*** AVAILABLE DATA Section Begins ***
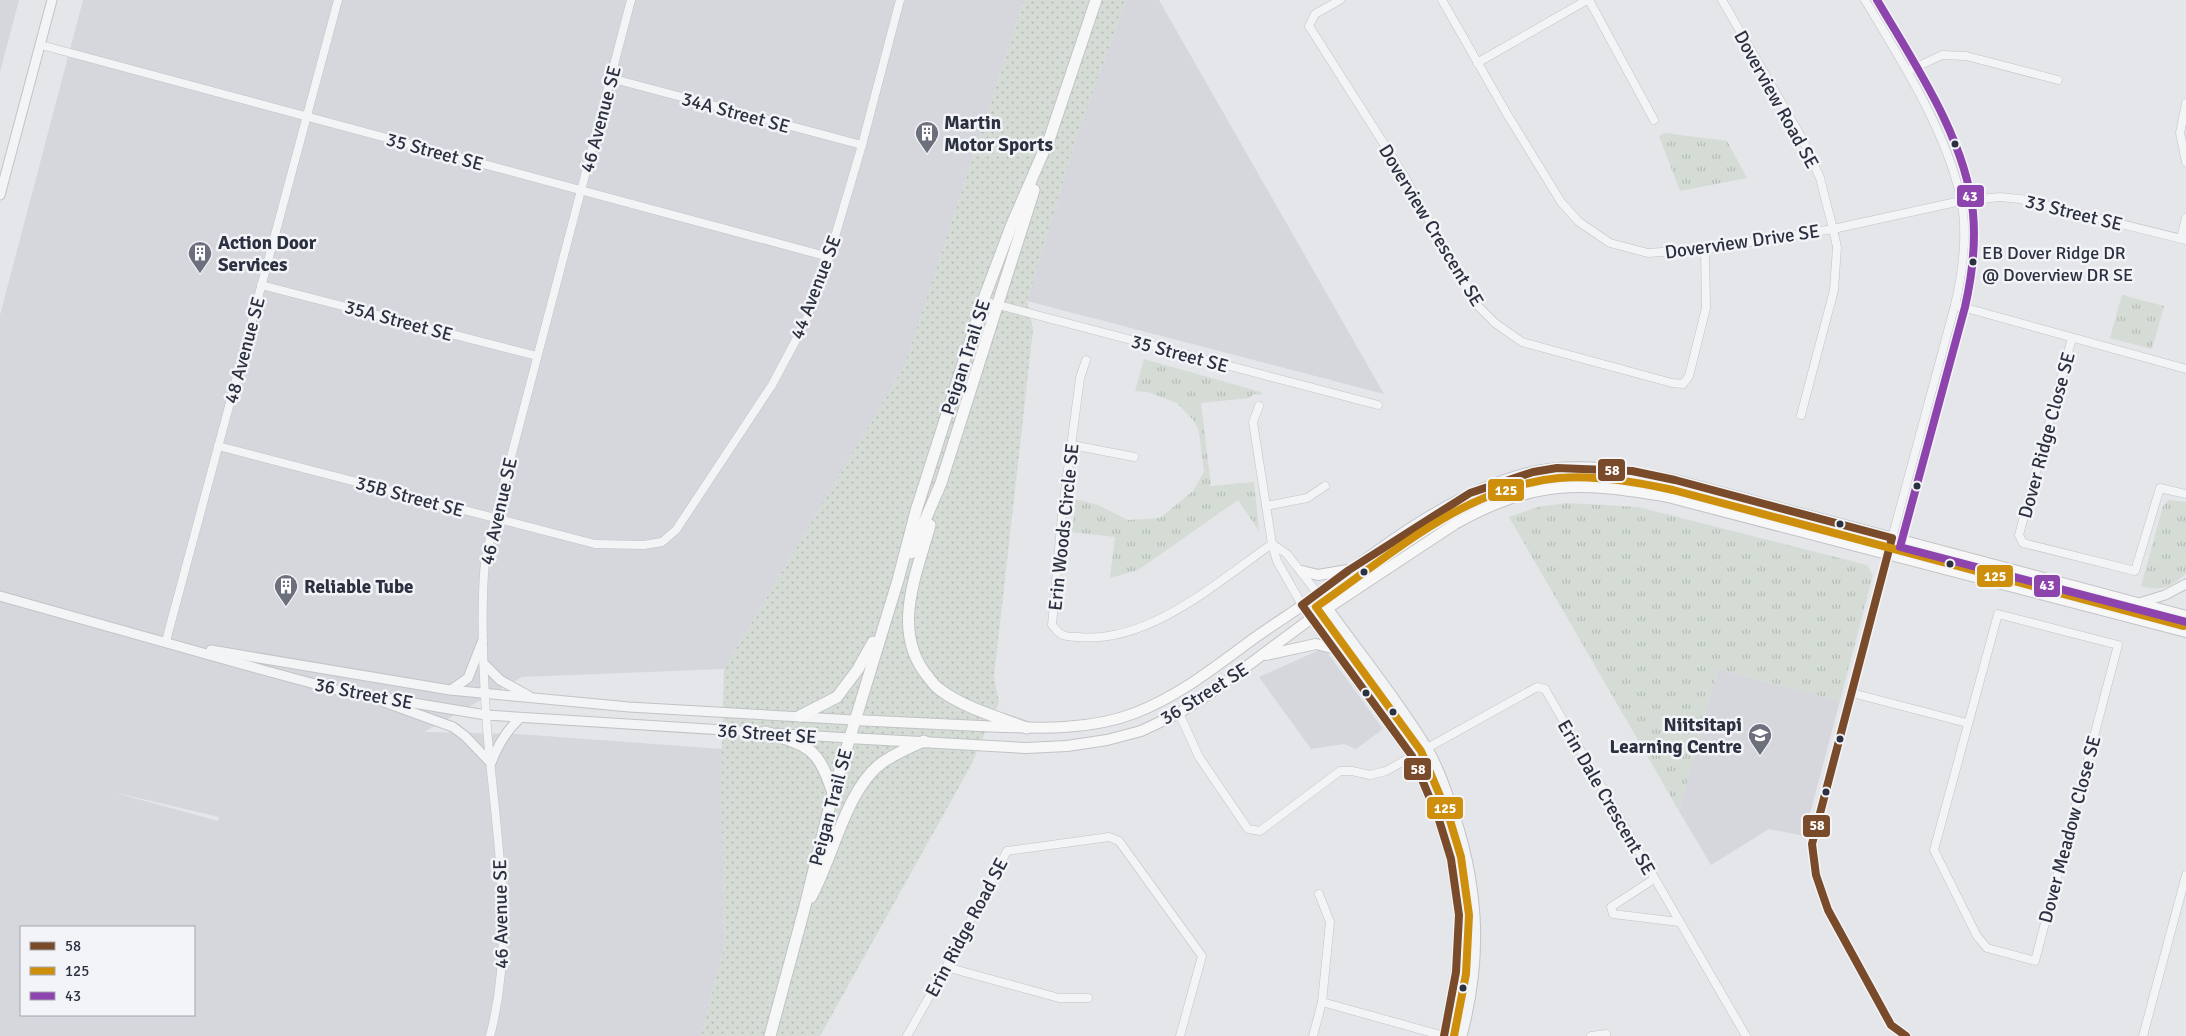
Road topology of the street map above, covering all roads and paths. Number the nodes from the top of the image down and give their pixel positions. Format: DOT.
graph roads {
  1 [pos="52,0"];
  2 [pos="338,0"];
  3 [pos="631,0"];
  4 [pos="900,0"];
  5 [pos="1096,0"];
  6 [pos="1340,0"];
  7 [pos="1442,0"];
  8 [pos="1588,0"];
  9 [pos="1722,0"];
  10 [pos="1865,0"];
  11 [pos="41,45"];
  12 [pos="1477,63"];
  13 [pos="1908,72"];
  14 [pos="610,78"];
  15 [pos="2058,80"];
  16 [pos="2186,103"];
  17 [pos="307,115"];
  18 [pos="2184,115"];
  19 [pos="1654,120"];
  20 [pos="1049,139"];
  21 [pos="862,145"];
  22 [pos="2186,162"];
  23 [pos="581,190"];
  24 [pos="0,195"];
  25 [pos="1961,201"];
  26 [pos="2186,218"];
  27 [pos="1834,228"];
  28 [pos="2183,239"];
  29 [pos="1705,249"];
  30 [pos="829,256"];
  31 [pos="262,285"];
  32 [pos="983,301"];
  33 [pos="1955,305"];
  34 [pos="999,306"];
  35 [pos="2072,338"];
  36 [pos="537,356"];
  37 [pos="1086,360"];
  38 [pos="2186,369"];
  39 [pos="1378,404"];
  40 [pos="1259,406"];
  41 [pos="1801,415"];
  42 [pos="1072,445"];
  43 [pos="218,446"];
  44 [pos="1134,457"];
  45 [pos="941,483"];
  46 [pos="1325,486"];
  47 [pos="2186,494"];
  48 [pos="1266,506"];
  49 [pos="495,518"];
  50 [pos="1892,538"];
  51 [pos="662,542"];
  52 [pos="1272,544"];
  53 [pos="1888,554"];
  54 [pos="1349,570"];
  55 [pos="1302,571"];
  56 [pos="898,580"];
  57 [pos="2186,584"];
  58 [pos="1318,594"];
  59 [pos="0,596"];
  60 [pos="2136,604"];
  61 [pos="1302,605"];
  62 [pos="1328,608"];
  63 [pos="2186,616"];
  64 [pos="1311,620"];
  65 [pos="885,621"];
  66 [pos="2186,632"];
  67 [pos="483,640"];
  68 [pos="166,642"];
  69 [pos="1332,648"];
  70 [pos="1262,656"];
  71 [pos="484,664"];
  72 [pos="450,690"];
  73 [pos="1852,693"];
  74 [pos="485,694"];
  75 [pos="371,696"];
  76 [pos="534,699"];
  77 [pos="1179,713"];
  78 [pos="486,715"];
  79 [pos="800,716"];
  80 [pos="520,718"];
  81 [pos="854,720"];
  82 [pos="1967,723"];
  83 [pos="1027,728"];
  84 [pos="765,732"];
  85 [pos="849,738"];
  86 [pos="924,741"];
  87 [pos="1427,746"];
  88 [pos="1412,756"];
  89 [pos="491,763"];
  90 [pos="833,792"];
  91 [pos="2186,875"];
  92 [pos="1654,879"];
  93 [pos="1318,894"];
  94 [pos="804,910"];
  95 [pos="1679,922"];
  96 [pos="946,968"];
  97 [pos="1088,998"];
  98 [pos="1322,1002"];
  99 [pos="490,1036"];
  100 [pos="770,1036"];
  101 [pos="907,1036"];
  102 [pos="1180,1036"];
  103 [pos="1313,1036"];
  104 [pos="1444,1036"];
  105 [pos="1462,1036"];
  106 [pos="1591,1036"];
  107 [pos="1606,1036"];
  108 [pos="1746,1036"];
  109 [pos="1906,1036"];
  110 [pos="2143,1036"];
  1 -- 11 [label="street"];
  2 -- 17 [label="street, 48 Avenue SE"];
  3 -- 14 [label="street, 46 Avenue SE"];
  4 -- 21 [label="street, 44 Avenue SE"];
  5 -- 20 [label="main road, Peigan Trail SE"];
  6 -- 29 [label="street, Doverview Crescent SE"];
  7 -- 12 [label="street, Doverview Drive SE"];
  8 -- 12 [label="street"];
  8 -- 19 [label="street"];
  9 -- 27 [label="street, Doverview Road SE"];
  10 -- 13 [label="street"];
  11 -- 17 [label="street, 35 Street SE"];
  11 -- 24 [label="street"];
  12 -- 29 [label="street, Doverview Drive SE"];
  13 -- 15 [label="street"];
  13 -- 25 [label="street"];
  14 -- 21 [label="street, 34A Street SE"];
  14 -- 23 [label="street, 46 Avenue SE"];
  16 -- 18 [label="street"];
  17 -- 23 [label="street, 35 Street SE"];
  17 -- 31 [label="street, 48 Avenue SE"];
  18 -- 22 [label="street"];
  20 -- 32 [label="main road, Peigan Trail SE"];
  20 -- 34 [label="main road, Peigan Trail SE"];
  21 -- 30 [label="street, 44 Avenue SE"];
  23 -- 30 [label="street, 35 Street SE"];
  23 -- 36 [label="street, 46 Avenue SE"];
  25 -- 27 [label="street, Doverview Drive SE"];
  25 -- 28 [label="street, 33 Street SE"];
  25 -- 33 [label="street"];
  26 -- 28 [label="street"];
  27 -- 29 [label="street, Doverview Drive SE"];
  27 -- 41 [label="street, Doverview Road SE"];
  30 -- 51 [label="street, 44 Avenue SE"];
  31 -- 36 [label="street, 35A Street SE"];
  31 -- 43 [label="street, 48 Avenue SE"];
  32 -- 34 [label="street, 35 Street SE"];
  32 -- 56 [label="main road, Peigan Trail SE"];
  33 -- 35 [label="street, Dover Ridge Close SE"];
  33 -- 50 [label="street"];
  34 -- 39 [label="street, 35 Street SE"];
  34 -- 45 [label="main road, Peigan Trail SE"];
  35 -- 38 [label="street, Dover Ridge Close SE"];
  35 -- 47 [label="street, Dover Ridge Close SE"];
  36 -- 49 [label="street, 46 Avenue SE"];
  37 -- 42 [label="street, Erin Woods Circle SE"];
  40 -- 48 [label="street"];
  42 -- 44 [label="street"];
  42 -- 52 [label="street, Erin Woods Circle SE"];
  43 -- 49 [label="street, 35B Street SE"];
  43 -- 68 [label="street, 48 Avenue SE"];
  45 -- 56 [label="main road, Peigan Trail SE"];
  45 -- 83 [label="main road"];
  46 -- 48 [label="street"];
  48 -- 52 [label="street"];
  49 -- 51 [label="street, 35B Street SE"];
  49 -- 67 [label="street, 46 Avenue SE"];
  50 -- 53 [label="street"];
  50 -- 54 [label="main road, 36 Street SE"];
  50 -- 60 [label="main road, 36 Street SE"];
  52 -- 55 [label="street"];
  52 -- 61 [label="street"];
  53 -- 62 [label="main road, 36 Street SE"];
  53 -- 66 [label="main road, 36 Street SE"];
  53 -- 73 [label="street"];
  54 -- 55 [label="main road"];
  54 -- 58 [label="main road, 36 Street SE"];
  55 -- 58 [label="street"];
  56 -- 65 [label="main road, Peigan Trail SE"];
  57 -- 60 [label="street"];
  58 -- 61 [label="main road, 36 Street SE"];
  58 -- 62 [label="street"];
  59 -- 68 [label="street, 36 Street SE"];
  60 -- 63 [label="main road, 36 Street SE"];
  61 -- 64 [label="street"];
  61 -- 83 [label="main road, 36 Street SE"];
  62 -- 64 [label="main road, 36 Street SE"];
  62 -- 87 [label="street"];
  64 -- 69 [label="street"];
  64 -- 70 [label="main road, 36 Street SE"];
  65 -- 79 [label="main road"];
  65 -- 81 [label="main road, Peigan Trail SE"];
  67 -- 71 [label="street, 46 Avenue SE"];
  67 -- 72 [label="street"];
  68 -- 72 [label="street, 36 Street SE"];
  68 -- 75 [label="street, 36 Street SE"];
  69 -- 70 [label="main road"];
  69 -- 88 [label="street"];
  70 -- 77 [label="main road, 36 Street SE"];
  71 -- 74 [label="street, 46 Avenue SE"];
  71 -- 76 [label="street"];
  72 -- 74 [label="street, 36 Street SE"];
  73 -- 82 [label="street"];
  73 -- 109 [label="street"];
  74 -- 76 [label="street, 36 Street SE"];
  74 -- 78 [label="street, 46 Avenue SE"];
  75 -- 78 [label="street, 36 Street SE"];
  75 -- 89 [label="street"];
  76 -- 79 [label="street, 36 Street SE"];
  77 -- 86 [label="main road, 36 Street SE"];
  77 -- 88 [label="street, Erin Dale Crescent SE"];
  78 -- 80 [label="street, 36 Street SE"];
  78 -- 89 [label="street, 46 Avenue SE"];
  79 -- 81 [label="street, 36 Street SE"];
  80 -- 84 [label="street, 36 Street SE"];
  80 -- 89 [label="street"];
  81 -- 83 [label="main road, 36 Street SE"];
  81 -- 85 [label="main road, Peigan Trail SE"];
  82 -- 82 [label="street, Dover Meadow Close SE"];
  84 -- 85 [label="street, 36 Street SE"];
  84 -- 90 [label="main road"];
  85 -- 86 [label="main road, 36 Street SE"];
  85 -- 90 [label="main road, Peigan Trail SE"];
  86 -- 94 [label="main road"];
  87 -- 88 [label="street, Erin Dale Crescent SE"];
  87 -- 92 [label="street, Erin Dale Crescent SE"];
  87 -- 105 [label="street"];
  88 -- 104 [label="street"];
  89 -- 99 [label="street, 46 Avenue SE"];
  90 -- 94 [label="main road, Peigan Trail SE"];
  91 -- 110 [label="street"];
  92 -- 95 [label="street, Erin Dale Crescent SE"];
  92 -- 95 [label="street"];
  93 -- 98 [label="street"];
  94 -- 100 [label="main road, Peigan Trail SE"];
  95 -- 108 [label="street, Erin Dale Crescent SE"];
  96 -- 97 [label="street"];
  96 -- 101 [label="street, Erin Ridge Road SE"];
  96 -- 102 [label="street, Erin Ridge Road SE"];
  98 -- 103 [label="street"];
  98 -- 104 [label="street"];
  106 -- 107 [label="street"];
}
*** AVAILABLE DATA Section Ends ***
WHAT YOU ARE ASKED TO DO: Every line that holds the word "Woods" should be copied from the records above.

SOLUTION:
  37 -- 42 [label="street, Erin Woods Circle SE"];
  42 -- 52 [label="street, Erin Woods Circle SE"];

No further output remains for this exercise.